Task goal: For each line in the material below that holds "Panoramique", copy that line.
=== Section Start ===
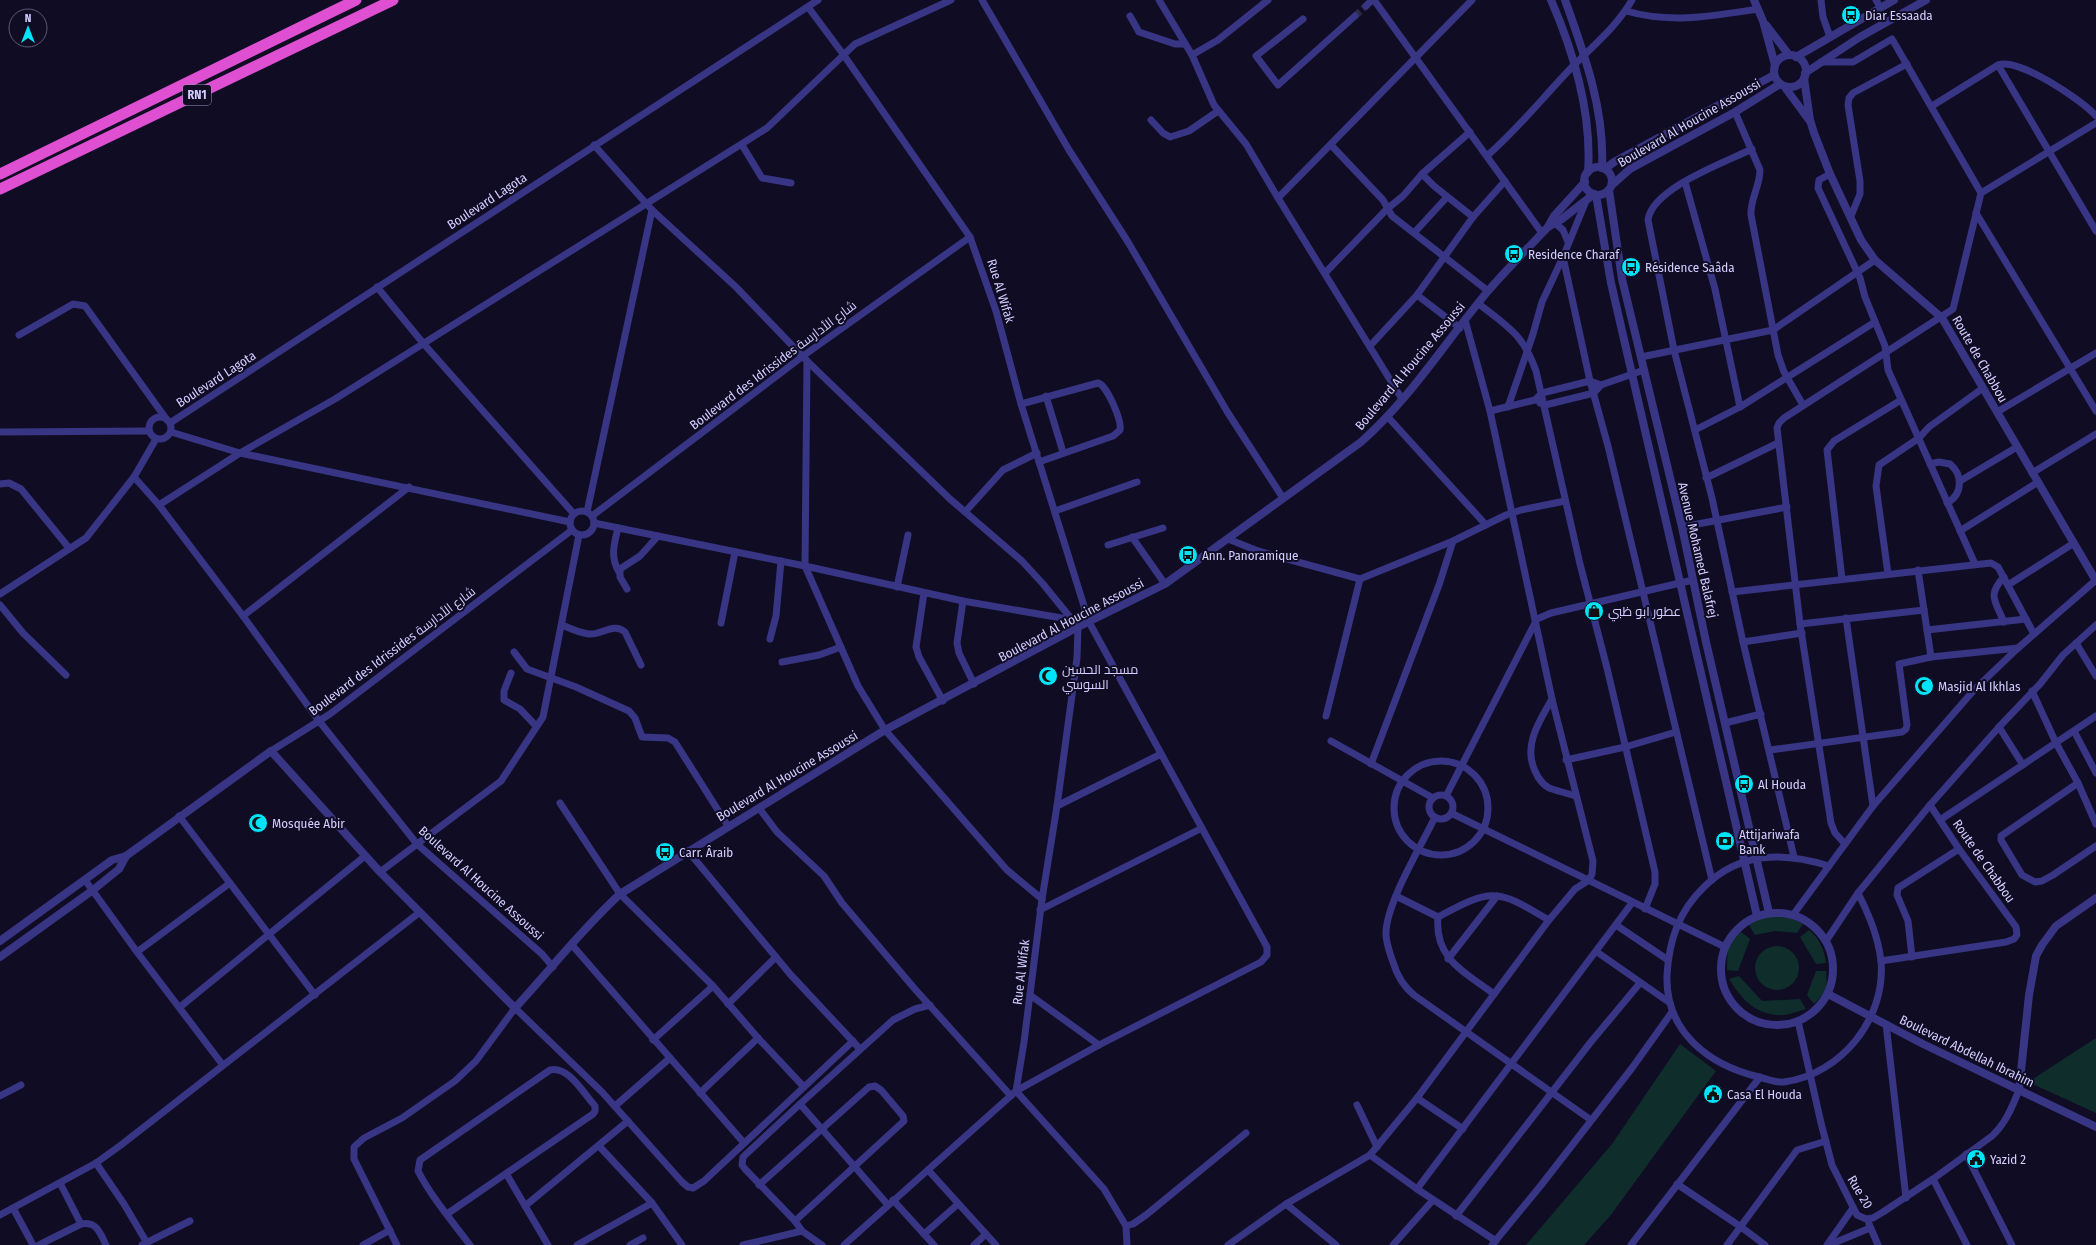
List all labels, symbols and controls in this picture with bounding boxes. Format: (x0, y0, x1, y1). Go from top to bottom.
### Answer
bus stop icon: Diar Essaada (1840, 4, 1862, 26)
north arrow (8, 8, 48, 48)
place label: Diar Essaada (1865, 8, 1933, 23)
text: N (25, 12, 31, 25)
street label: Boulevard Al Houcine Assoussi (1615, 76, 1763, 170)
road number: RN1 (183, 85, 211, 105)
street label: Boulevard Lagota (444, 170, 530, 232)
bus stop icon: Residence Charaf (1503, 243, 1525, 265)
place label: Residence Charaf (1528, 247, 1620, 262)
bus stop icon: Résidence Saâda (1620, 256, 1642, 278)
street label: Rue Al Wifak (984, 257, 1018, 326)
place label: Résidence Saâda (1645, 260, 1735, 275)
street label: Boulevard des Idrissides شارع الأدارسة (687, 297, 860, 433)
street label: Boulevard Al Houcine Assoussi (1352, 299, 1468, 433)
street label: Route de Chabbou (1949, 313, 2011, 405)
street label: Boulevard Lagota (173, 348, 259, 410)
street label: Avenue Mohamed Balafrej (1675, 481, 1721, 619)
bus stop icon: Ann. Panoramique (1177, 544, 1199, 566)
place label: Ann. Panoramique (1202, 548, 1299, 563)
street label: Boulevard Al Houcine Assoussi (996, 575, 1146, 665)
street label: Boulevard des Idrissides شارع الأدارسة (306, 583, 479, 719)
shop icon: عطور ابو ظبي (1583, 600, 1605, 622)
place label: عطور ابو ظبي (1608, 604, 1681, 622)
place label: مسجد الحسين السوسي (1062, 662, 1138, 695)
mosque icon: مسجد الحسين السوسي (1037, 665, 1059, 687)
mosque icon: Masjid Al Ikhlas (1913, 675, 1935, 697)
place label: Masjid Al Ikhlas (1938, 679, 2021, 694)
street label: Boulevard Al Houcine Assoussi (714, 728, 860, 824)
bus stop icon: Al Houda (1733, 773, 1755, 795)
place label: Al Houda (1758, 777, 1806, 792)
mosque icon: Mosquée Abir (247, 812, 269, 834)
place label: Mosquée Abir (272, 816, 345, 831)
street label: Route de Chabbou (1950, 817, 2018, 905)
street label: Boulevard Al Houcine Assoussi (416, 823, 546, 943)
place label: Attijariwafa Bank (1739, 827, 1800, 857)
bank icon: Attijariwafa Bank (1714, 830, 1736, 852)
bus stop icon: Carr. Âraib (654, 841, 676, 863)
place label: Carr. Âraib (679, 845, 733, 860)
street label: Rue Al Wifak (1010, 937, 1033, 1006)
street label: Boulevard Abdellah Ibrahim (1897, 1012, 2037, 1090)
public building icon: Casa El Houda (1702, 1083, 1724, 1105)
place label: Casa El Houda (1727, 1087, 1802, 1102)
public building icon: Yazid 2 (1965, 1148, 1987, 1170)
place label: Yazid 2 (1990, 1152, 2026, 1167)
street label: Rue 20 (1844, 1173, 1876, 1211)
=== Section End ===
Finished exercise:
bus stop icon: Ann. Panoramique (1177, 544, 1199, 566)
place label: Ann. Panoramique (1202, 548, 1299, 563)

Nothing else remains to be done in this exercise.